To protect yourself from e-mail cyber crime, it’s important to be vigilant and take steps to secure your computer and e-mail account. Here are some tips:

  1. Enable multi-factor authentication (MFA): Use MFA on every platform possible to add an extra layer of security to your e-mail account. This additional layer will go a long way in protecting yourself and those connected to you.
  2. Be wary of unexpected e-mails: If you receive an e-mail from an unknown sender or one that seems suspicious, don’t open it or click on any links. If an email arrives that is different to the normal method of interacting with a sender or business, treat it as malicious.
  3. Verify the sender: If you receive an e-mail from a company or organisation, verify that it’s legitimate by visiting the company’s website or contacting them directly. Do not use the contact details provided in the e-mail.
  4. Use strong passwords: Make sure your e-mail account and computer are protected with strong, unique passwords. I recommend using a good password manager to ensure unique and near impossible to guess passwords for each platform. Password re-use is a high-risk behaviour.
  5. Keep your software up to date: Regularly patch or update all software and systems to continually deploy the latest fixes to new vulnerabilities. Failure to patch vulnerabilities is high risk and can provide access to malicious actors.
  6. Be cautious with attachments: Be careful when opening attachments, especially if they are from unknown senders. Attachments can contain malware or viruses that can infect your computer. I suggest using an additional e-mail gateway that can prevent malicious attachments from getting to your users.
  7. Educate yourself and others: Stay informed about the latest e-mail scams and phishing tactics and share this information with friends, family and colleagues.
  8. Monitor systems for strange and anomalous activities to allow you the ability to respond.
  9. Configure your platforms securely; many people do not know that large cloud platforms do not come with all required security in place. Use the capabilities of these platforms to restrict login locations, log events and monitor for changes. It is these changes that can help us identify when an account is compromised.
  10. Deploy secure e-mail capability that gives you the ability to send secured attachments to your clients.
  11. Engage an established cyber security focused business to help you on this journey.
  12. Using an expert will allow you to build out resilience. Assume compromise, know that something will fail and one of your security layers will be breached. A solid cyber resilience plan will allow you to identify this and your layered defence will ensure that one layer does not bring down then entire infrastructure.

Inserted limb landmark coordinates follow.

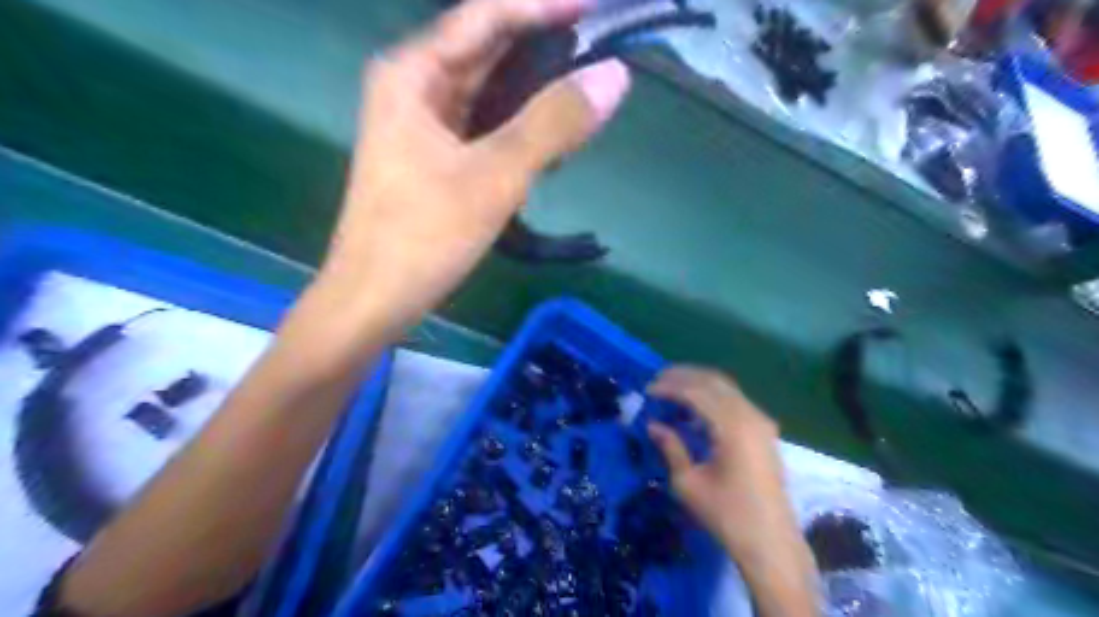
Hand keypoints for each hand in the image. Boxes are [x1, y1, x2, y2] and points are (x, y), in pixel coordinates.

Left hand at [315, 0, 625, 328]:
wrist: (373, 299)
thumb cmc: (423, 236)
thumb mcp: (494, 176)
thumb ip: (553, 123)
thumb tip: (615, 75)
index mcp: (414, 75)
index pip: (486, 16)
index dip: (542, 5)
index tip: (595, 5)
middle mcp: (414, 90)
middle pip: (487, 52)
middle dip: (542, 51)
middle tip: (599, 57)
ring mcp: (422, 127)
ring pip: (488, 94)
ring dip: (533, 96)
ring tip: (582, 101)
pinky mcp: (434, 160)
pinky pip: (483, 129)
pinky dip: (517, 132)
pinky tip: (547, 147)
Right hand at [645, 368, 813, 613]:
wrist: (770, 542)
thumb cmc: (727, 515)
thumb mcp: (688, 483)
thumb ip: (670, 447)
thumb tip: (653, 424)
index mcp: (733, 426)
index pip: (696, 391)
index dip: (669, 387)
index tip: (646, 390)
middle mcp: (751, 415)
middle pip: (713, 381)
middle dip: (682, 377)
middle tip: (656, 381)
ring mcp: (761, 421)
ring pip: (726, 388)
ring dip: (697, 384)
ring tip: (670, 389)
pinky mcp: (765, 431)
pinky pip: (735, 401)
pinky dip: (712, 397)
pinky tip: (694, 408)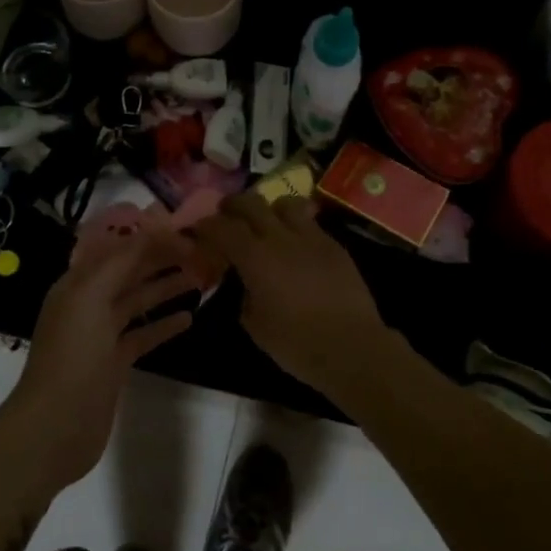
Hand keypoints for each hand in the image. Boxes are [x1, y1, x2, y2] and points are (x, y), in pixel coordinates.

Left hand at [3, 232, 199, 491]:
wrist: (55, 426)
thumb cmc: (73, 356)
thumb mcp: (92, 297)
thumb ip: (121, 262)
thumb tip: (152, 232)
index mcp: (78, 284)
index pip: (119, 249)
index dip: (150, 239)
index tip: (185, 232)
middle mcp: (88, 303)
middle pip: (129, 273)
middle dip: (160, 260)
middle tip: (200, 252)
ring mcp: (101, 335)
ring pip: (138, 302)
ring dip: (166, 288)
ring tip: (200, 278)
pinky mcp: (114, 363)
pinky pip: (143, 335)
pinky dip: (164, 325)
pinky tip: (189, 318)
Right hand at [190, 195, 403, 399]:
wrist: (352, 348)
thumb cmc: (297, 344)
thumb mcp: (254, 325)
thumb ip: (243, 294)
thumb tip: (245, 283)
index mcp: (255, 257)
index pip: (222, 227)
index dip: (206, 226)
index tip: (198, 231)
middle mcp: (280, 237)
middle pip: (251, 202)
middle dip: (233, 206)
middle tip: (226, 217)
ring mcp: (311, 237)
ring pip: (284, 203)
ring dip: (268, 210)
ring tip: (266, 225)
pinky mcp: (334, 245)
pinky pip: (309, 223)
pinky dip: (295, 227)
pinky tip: (295, 246)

This warning applies not just to law firms but also to any other organisations that use plain e-mail to exchange information related to financial transactions without implementing additional security measures and without providing sufficient education to their clients.

This court ruling highlights the fact that businesses (not just legal firms) engaged in financial transactions must now not only secure their own systems but also actively help and educate their clients about the risks of sending sensitive information through standard e-mail. It raises the question of whether businesses are doing enough to inform their clients about these dangers.

In conclusion, e-mail cyber crime is a serious threat that can have devastating consequences for individuals and organisations. By being vigilant and taking steps to protect yourself, you can reduce your risk of becoming a victim. Remember, if something seems too good to be true, it probably is. Don’t be afraid to ask questions and always be on the lookout for suspicious e-mails.